The Modi government within first three years of coming to power has all but fulfilled its poll promise of giving farmers a support price that is 50 per cent more than cost of production of a crop, BJP President Amit Shah has said. The minimum support price (MSP) paid to farmers for their crops is now 43 per cent more than the cost of production if the cost of land is excluded from price calculation, he told PTI in an interview here.
No government, he said, can meet the Swaminathan formula for calculating the cost of production as it includes cost of land, which is mostly inherited by farmers and whose value has gone up many folds over the years.
The BJP had swept the 2014 Lok Sabha election on the promise to fix agri MSP at 50 per cent more than the cost of production, among others.
This price recommendation was first made in 2006 by the National Commission on Farmers (NCF) headed by the eminent agricultural scientist M S Swaminathan.
“There is a dispute on one issue. Swaminathan calculated the formula (on MSP) by including the land price, which can never be possible to implement,” he said.
He argued that land price cannot be computed in the total cost of production of agri-produce as farmers in most cases have inherited farm fields from their forefathers and the cost of that land is now in crores.
“That price cannot be taken into account and no government can give. Keeping aside this component, we have reached up to 43 per cent,” Shah said.

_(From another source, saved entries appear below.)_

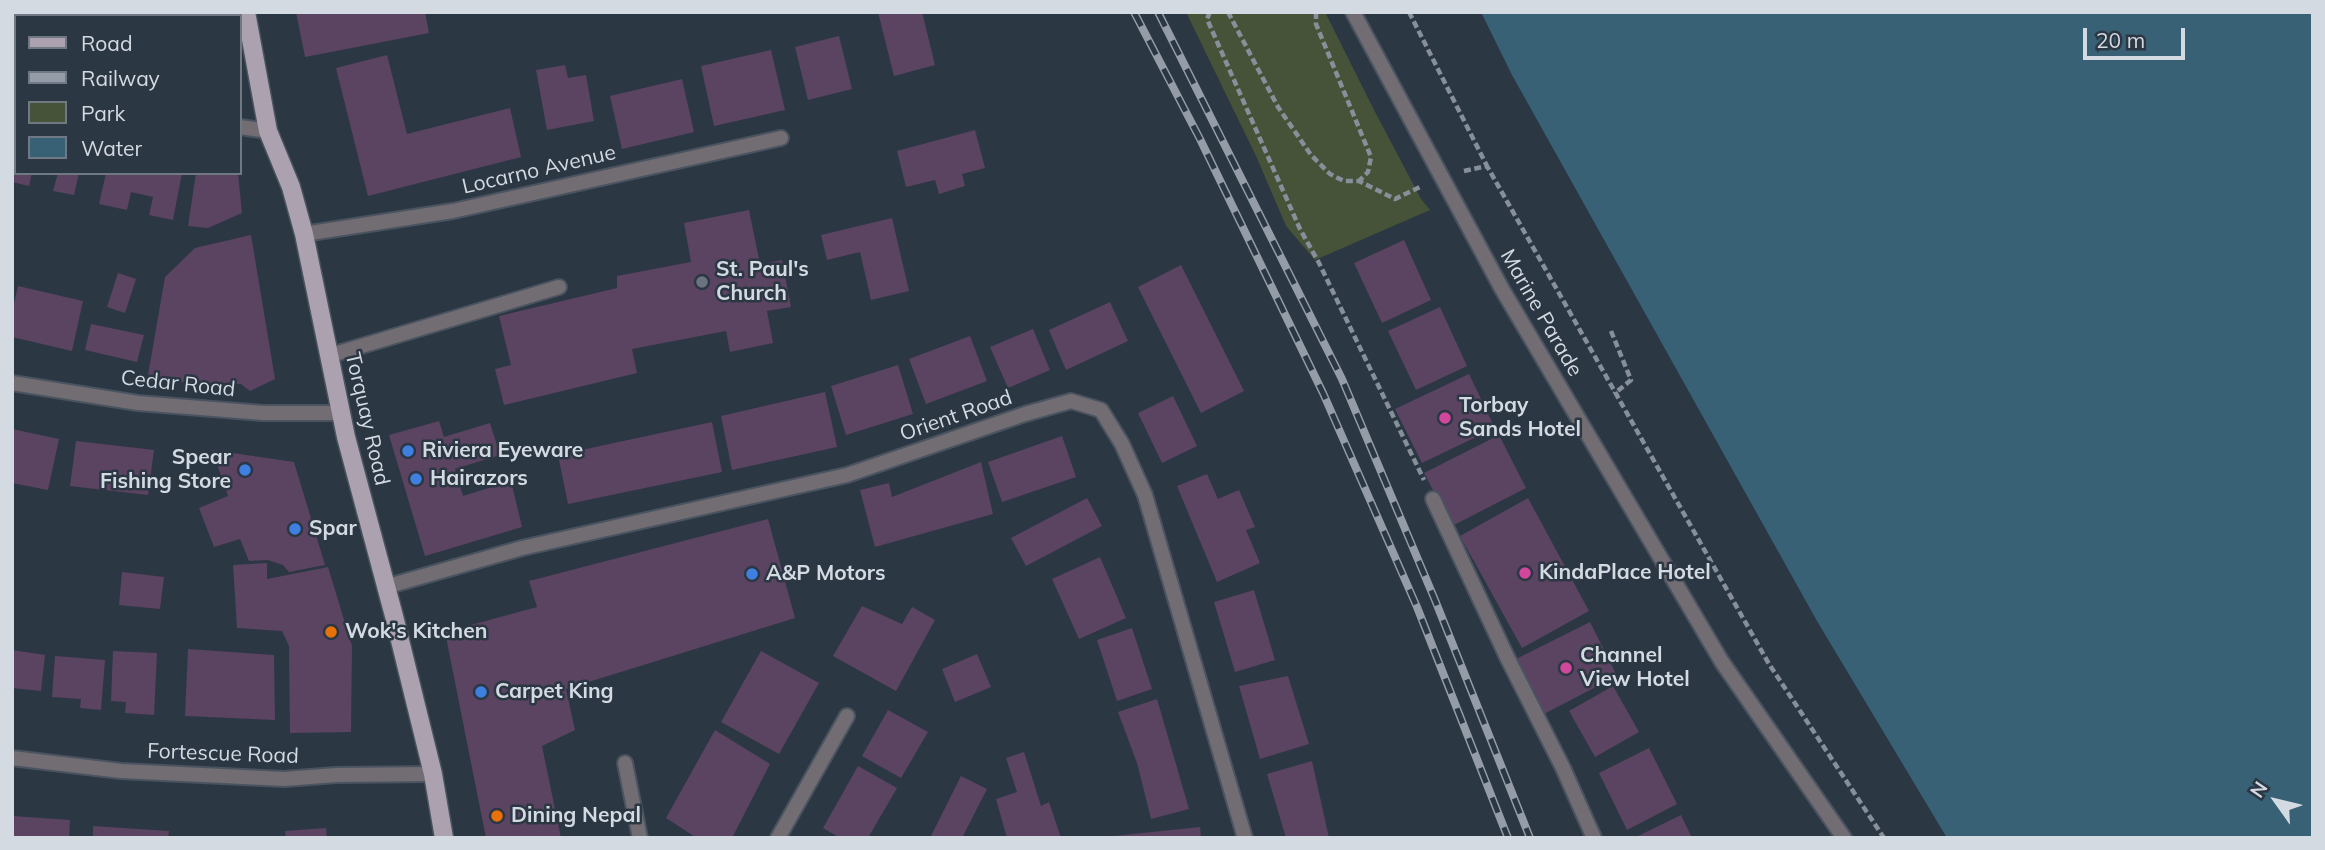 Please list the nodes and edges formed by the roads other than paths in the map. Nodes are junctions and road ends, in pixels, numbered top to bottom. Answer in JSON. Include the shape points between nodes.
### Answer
{"nodes":[{"id":1,"x":246,"y":12,"type":"edge"},
{"id":2,"x":1353,"y":12,"type":"edge"},
{"id":3,"x":242,"y":127,"type":"edge"},
{"id":4,"x":268,"y":131,"type":"junction"},
{"id":5,"x":781,"y":138,"type":"dead end"},
{"id":6,"x":304,"y":234,"type":"junction"},
{"id":7,"x":559,"y":287,"type":"dead end"},
{"id":8,"x":328,"y":356,"type":"junction"},
{"id":9,"x":12,"y":383,"type":"edge"},
{"id":10,"x":341,"y":413,"type":"junction"},
{"id":11,"x":1433,"y":499,"type":"road end"},
{"id":12,"x":385,"y":587,"type":"junction"},
{"id":13,"x":847,"y":716,"type":"dead end"},
{"id":14,"x":12,"y":758,"type":"edge"},
{"id":15,"x":625,"y":763,"type":"dead end"},
{"id":16,"x":433,"y":774,"type":"junction"},
{"id":17,"x":444,"y":838,"type":"edge"},
{"id":18,"x":640,"y":838,"type":"edge"},
{"id":19,"x":778,"y":838,"type":"edge"},
{"id":20,"x":1245,"y":838,"type":"edge"},
{"id":21,"x":1594,"y":838,"type":"edge"},
{"id":22,"x":1844,"y":838,"type":"edge"}],
"edges":[{"from":1,"to":4,"type":"main road","name":"Torquay Road"},
{"from":2,"to":22,"type":"street","name":"Marine Parade","via":[[1502,289],[1722,662]]},
{"from":3,"to":4,"type":"street"},
{"from":4,"to":6,"type":"main road","name":"Torquay Road"},
{"from":5,"to":6,"type":"street","name":"Locarno Avenue","via":[[453,211]]},
{"from":6,"to":8,"type":"main road","name":"Torquay Road"},
{"from":7,"to":8,"type":"street"},
{"from":8,"to":10,"type":"main road","name":"Torquay Road"},
{"from":9,"to":10,"type":"street","name":"Cedar Road","via":[[138,403],[263,413]]},
{"from":10,"to":12,"type":"main road","name":"Torquay Road"},
{"from":11,"to":21,"type":"street"},
{"from":12,"to":16,"type":"main road","name":"Torquay Road"},
{"from":12,"to":20,"type":"street","name":"Orient Road","via":[[522,548],[847,475],[1071,401],[1101,410],[1145,495]]},
{"from":13,"to":19,"type":"street"},
{"from":14,"to":16,"type":"street","name":"Fortescue Road","via":[[121,771],[284,779]]},
{"from":15,"to":18,"type":"street"},
{"from":16,"to":17,"type":"main road","name":"Torquay Road"}]} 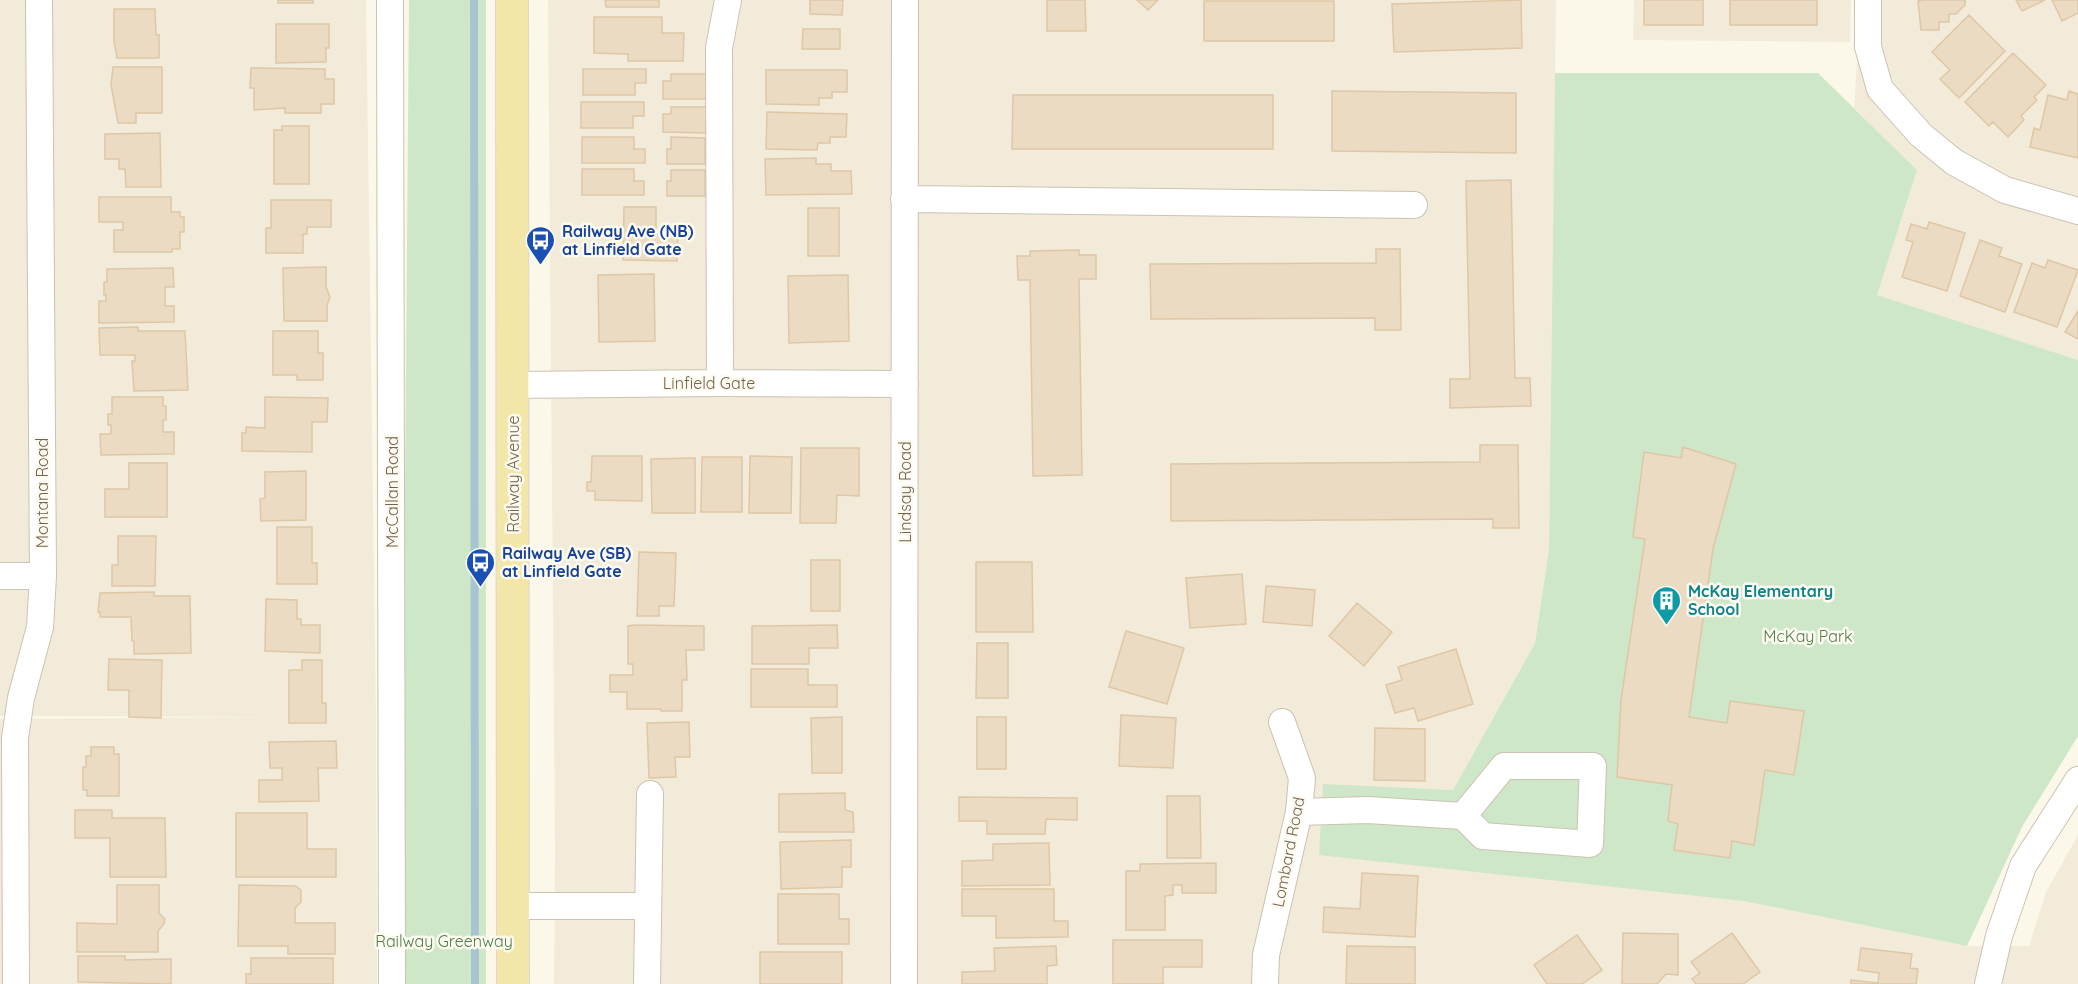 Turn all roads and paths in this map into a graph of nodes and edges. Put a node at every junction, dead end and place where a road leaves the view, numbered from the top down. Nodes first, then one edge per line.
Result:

Land cost, farm experts said, comprises roughly about 25- 30 per cent in the total cost of production of agri-crops. If land cost is excluded, MSP of most crops is more than 50 per cent of the cost of production at present. They are of the view that the Swaminathan recommendation is not based on economic logic.
The government fixes MSP of 25 crops. It is the price at which it procures rice and wheat from farmers for its buffer stock. It is also the price at which it buys commodities when mandi rates crash so as to protect farmers’ interest.
Shah emphasised that the government has given “big hike” in the MSP of agri-crops, especially pulses, that helped the country achieve a record output to 22.14 million tonnes in 2016-17 crop year (July-June), reduced dependence on imports and contained price rise.
Total foodgrain production too reached an all-time high of 273.38 mt in 2016-17, pushing farm growth to 4.1 per cent and injecting fresh blood into the country’s economy, he added.